Mortgage growth for DBS could stay healthy despite property curbs

And its net interest margin could get a boost by a hike in the US federal funds rate.

Mortgage growth for DBS could remain steady until end-2019 with the drawdown of already approved loans taking effect amidst the property cooling measures, RHB said.

The research firm thinks that loan growth from 2020 onwards could remain intact if property sales continue to be supported by lower selling prices.

RHB noted that the market expressed concern with Singapore banks’ loan growth due to the property curbs imposed in July.

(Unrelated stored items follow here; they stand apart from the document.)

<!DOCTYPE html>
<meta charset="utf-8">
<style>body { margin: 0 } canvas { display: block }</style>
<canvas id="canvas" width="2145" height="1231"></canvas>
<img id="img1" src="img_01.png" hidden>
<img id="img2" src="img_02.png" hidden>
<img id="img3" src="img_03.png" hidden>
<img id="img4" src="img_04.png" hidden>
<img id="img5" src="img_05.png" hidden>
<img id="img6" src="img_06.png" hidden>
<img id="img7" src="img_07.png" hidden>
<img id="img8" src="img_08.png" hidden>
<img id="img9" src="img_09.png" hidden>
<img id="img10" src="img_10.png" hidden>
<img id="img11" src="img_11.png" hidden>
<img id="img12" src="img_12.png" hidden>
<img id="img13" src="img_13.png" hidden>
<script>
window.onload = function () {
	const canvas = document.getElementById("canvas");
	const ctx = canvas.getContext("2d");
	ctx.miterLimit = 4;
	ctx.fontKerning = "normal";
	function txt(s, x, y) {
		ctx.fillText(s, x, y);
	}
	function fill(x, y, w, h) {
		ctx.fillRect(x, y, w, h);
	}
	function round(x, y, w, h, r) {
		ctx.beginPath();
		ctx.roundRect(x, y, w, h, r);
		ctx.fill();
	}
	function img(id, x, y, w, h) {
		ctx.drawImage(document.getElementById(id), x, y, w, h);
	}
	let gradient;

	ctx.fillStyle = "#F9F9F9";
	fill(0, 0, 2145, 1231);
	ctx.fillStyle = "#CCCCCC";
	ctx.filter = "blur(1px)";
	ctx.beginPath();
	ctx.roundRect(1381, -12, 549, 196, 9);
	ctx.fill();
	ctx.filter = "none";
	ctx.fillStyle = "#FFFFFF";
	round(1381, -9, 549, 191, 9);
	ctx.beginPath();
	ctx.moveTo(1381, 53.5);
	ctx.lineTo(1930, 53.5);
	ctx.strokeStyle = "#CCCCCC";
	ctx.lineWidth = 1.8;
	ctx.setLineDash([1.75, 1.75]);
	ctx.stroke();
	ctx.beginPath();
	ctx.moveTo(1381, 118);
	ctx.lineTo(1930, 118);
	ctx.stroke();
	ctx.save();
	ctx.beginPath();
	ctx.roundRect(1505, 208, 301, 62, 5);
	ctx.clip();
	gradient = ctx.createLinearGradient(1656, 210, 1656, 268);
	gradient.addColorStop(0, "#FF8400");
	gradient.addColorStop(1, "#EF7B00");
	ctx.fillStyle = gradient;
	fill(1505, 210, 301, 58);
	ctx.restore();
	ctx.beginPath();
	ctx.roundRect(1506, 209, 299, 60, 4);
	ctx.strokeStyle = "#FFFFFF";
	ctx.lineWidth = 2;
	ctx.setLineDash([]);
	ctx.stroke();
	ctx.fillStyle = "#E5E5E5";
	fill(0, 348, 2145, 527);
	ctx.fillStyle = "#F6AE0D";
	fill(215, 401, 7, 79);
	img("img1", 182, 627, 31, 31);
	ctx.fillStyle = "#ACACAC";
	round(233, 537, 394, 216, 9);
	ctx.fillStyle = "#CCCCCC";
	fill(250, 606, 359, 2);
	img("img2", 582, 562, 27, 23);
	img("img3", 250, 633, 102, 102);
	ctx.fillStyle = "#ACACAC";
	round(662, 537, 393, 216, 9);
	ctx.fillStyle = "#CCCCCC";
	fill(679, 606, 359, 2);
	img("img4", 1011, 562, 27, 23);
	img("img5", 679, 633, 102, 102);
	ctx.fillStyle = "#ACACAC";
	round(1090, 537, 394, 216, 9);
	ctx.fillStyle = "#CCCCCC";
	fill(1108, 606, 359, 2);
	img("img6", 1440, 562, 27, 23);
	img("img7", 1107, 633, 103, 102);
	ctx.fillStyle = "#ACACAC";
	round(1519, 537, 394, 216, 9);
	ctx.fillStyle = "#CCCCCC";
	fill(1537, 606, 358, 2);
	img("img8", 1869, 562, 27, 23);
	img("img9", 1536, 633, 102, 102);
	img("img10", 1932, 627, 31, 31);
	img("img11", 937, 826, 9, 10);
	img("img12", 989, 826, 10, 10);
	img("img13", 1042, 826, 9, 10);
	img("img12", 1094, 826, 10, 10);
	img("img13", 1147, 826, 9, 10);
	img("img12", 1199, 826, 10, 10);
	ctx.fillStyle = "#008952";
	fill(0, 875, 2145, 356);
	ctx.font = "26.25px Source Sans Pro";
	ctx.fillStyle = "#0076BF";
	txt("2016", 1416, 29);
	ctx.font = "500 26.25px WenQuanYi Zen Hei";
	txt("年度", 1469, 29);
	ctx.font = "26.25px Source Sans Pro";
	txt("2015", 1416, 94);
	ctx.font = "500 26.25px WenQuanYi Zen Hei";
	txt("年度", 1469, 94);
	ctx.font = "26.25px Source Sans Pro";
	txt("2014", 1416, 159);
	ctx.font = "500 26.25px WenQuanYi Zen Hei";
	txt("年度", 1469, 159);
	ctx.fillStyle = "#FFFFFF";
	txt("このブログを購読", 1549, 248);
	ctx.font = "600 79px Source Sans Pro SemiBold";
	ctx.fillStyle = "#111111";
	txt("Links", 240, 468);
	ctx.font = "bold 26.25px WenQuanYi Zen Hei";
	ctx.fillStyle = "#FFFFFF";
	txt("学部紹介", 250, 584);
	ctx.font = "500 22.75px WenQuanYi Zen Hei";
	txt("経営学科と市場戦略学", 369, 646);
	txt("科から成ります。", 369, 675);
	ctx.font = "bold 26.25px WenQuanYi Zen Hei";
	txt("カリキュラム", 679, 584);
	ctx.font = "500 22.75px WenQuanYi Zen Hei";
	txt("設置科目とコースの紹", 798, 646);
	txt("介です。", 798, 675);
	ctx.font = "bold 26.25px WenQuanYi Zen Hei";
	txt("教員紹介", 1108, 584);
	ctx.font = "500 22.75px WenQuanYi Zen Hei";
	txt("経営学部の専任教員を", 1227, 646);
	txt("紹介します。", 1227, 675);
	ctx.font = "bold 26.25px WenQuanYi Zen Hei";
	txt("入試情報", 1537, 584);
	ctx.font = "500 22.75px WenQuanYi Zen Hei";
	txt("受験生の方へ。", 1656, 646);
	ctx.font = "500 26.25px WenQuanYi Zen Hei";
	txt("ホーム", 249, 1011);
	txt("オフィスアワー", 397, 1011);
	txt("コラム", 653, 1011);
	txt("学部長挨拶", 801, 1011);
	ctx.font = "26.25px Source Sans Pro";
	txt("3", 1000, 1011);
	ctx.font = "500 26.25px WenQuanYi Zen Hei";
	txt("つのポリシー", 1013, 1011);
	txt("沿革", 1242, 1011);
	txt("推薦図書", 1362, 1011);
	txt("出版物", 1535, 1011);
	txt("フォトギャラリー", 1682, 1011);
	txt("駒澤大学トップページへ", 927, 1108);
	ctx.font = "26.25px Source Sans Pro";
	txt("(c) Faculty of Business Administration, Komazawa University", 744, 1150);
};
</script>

“Recent property show-flat visits (eg to JadeScape) however, point to continued interest from potential buyers, as indicative prices were lowered by ~10%,” they explained.

RHB also thinks that DBS could benefit with the widening of the net interest margin (NIM) as the market expects the US federal funds rate (FFR) to be raised by 25bps by September.

“Given the historical correlation between the FFR and 3-month Singapore Interbank Offered Rate (SIBOR), we expect further upside in the 3-month SIBOR (from 1.64% now).

The firm noted that the SIBOR averaged 1.51% in Q2 and a higher 1.63% for QTD Q3.

“This rising trend is positive for Singapore banks’ NIM,” they explained. They noted that DBS’ NIM could inch up to 1.87% in 2018 and 1.95% in 2019 from 1.85% in Q2.